+++ INFORMATION

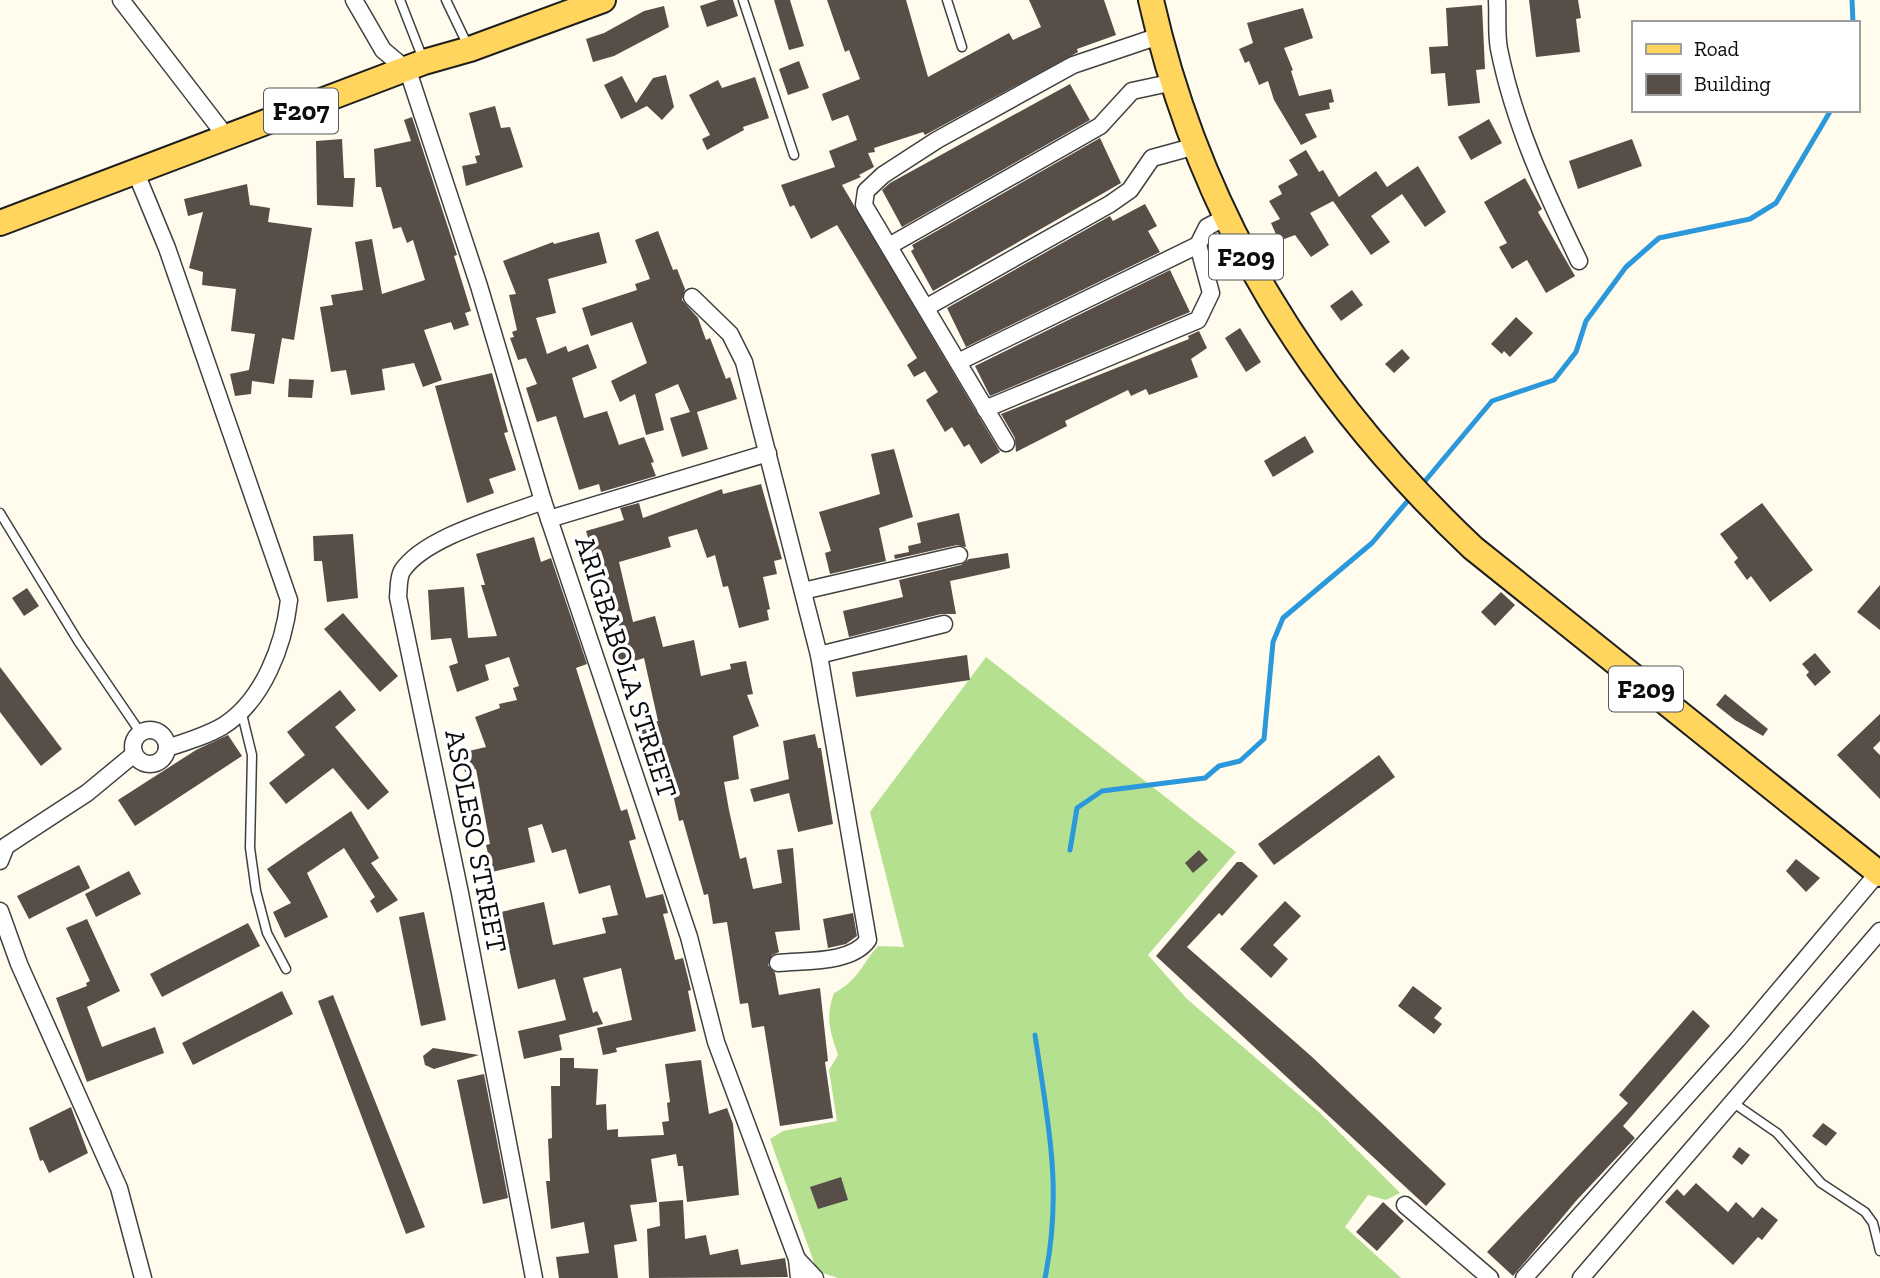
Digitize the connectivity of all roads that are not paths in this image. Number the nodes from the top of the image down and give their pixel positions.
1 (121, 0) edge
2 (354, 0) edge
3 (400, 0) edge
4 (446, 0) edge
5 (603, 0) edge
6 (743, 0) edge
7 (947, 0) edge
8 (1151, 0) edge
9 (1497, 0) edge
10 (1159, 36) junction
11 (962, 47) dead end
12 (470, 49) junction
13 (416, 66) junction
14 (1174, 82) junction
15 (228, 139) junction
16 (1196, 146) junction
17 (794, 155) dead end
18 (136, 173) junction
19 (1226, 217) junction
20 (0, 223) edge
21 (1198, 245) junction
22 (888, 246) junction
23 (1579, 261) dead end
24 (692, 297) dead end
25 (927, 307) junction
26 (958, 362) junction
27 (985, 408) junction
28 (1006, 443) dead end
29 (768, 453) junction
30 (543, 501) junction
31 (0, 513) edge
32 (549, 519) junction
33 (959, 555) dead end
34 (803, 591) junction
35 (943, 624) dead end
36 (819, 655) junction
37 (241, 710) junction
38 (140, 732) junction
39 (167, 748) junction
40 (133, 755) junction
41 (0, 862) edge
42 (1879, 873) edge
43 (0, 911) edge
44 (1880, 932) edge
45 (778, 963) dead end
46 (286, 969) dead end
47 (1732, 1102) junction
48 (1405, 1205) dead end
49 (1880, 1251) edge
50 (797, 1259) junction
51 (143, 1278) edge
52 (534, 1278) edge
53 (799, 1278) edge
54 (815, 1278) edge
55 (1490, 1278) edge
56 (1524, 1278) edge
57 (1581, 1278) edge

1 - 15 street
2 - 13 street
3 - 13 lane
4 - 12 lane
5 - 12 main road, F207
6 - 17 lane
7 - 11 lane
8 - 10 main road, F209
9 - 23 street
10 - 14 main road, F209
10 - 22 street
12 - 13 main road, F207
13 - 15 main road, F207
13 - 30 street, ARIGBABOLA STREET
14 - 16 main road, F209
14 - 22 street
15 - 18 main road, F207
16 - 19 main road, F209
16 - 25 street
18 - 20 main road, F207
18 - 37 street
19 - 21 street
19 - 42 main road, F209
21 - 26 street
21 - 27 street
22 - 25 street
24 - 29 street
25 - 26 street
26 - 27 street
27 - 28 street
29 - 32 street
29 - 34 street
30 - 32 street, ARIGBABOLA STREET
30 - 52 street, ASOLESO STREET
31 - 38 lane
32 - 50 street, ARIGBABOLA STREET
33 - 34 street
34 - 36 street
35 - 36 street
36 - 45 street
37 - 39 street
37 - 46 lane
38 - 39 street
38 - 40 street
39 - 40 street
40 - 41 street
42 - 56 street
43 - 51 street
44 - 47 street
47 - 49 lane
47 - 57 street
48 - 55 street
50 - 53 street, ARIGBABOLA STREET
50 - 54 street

++++++
+++ INFORMATION

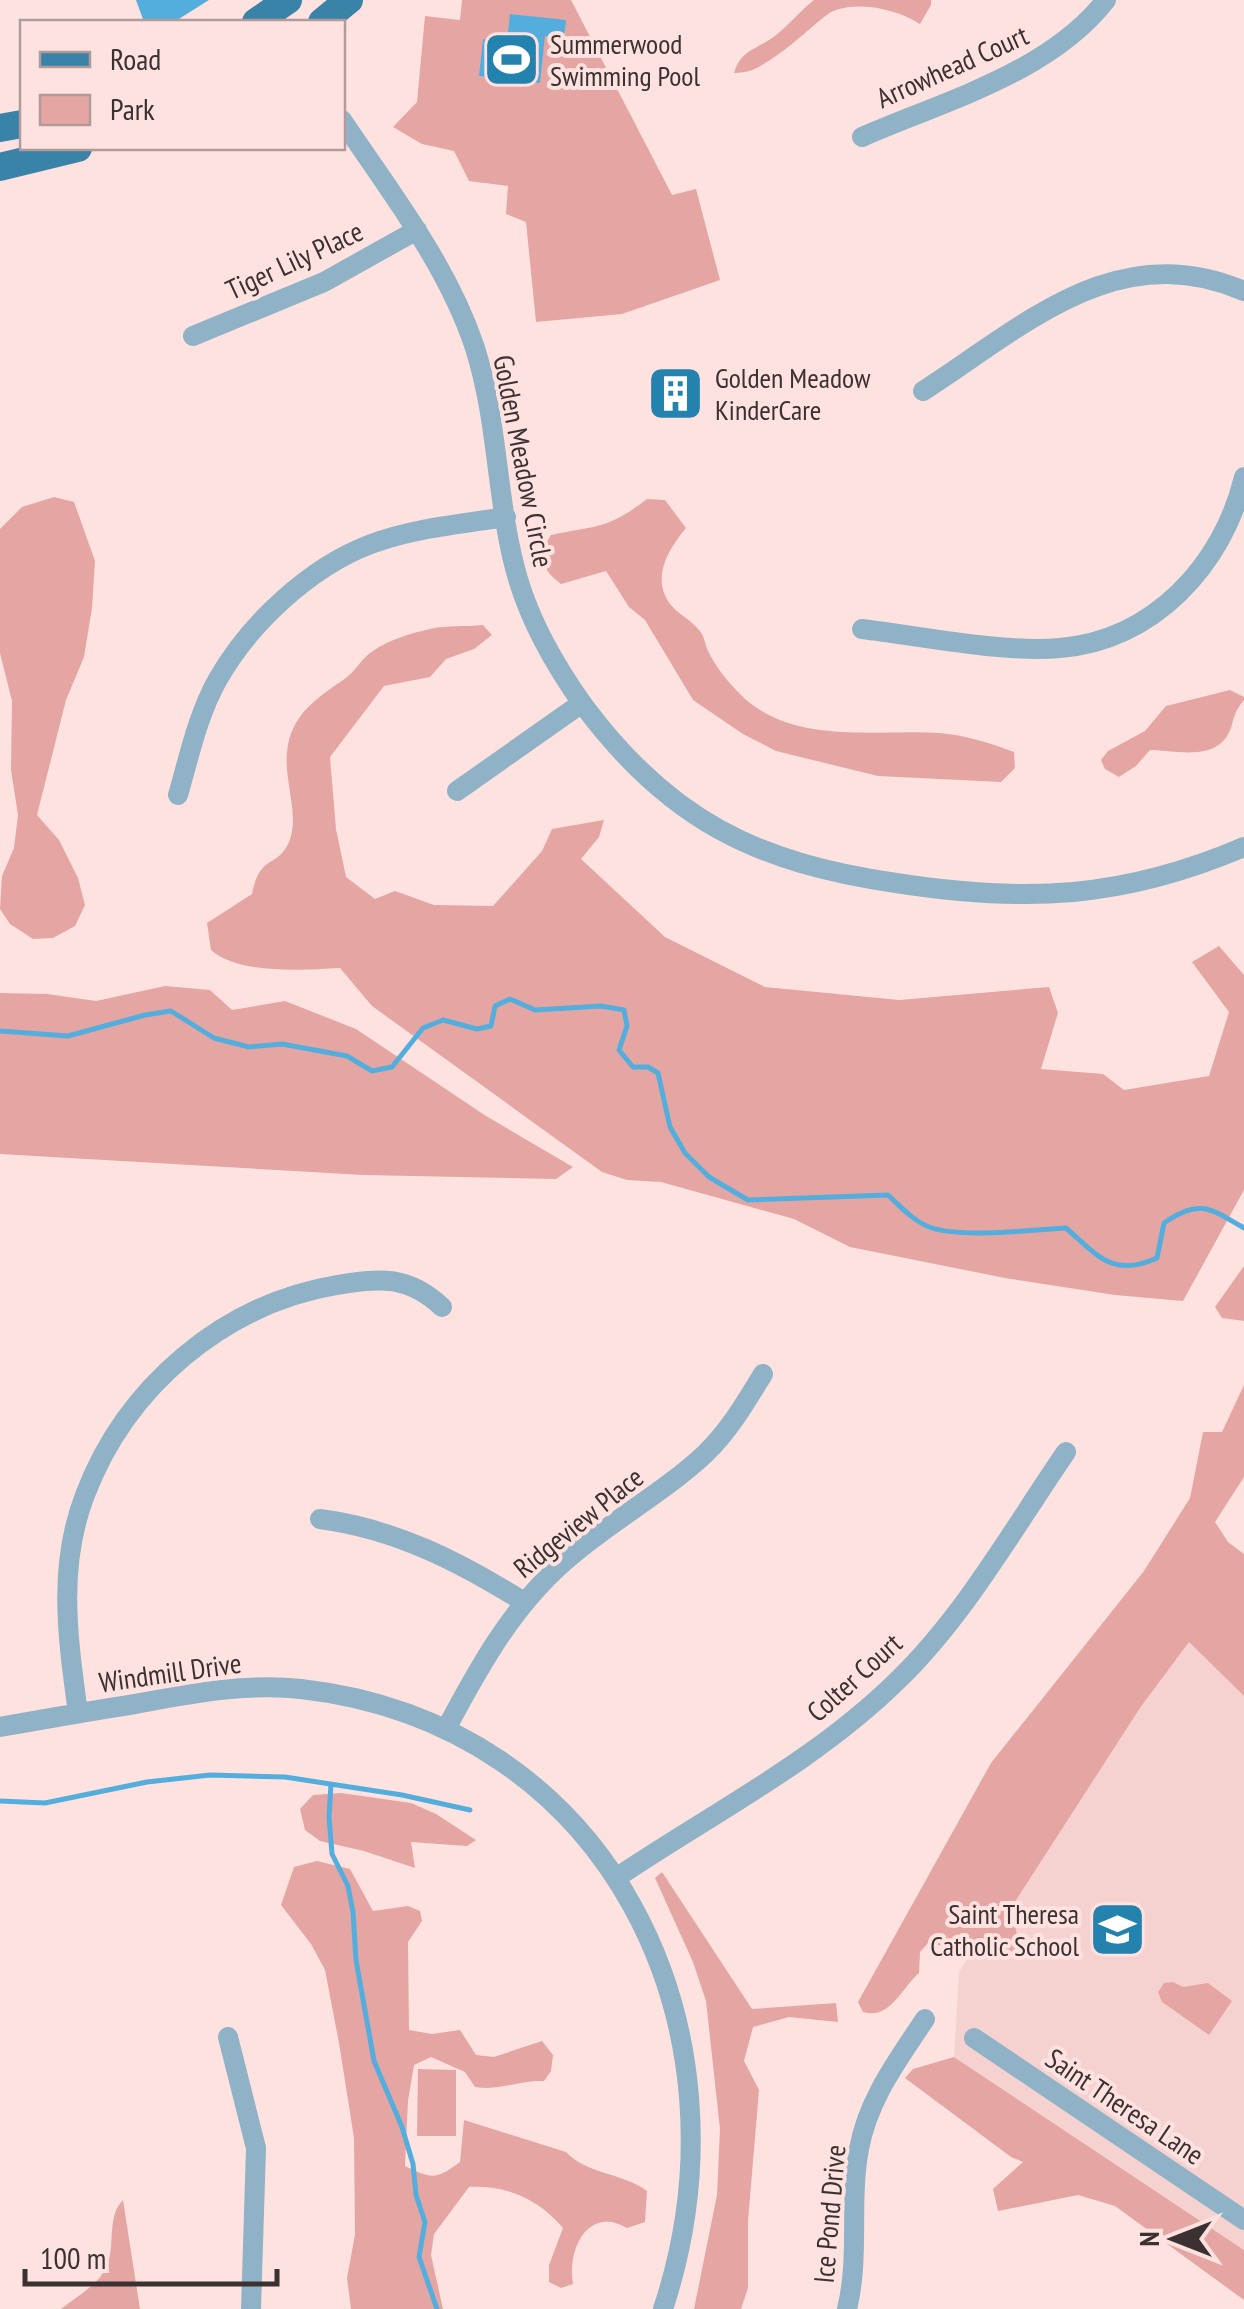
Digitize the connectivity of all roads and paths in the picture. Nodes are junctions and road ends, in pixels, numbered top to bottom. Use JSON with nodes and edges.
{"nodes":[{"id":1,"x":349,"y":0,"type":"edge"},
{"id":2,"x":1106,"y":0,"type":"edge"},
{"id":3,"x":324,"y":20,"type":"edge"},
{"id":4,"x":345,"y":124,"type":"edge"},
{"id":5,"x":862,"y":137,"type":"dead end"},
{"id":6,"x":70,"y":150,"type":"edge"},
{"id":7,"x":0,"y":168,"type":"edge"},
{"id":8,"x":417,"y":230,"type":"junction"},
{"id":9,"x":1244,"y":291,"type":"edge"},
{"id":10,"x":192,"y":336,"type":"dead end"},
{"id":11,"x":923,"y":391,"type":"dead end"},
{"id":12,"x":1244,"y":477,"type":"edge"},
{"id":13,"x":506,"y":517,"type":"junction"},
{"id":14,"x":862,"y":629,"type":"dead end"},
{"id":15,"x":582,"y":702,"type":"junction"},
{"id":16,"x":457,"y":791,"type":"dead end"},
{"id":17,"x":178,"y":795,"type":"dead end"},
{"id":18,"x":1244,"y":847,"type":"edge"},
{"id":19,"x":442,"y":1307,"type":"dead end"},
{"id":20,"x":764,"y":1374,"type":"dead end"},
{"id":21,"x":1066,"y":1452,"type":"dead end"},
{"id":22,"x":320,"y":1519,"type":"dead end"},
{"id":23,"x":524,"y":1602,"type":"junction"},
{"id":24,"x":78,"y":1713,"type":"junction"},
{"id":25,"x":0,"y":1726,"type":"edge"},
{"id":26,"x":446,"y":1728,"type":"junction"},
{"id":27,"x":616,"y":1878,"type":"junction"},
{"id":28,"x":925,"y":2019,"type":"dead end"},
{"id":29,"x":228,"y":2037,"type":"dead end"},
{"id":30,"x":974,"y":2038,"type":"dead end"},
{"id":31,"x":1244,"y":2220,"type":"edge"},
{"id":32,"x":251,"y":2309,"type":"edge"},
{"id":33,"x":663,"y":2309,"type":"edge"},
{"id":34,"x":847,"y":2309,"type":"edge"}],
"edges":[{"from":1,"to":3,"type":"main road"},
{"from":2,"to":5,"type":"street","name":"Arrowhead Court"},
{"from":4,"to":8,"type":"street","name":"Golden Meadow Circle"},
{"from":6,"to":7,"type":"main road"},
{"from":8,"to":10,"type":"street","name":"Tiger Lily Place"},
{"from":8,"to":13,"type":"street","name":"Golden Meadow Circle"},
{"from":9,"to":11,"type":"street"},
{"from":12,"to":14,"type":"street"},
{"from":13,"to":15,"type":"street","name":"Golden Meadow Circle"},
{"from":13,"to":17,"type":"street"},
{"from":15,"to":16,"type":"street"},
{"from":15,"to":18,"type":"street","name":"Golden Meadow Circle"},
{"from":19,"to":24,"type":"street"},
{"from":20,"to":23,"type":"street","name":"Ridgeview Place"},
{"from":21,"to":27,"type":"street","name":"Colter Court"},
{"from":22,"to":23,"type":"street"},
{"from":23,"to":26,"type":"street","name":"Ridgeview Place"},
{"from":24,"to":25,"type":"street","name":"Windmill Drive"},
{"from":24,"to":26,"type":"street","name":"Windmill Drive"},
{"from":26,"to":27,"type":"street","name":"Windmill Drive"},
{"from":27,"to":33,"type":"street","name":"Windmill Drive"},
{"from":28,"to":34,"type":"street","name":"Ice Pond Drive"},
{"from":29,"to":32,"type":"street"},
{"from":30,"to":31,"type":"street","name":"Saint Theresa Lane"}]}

++++++

◆ **PROBLEM**:
Only the number should be given: how many lines in the entries above contain the string "Golden"?

◆ **YOUR RESPONSE**:
4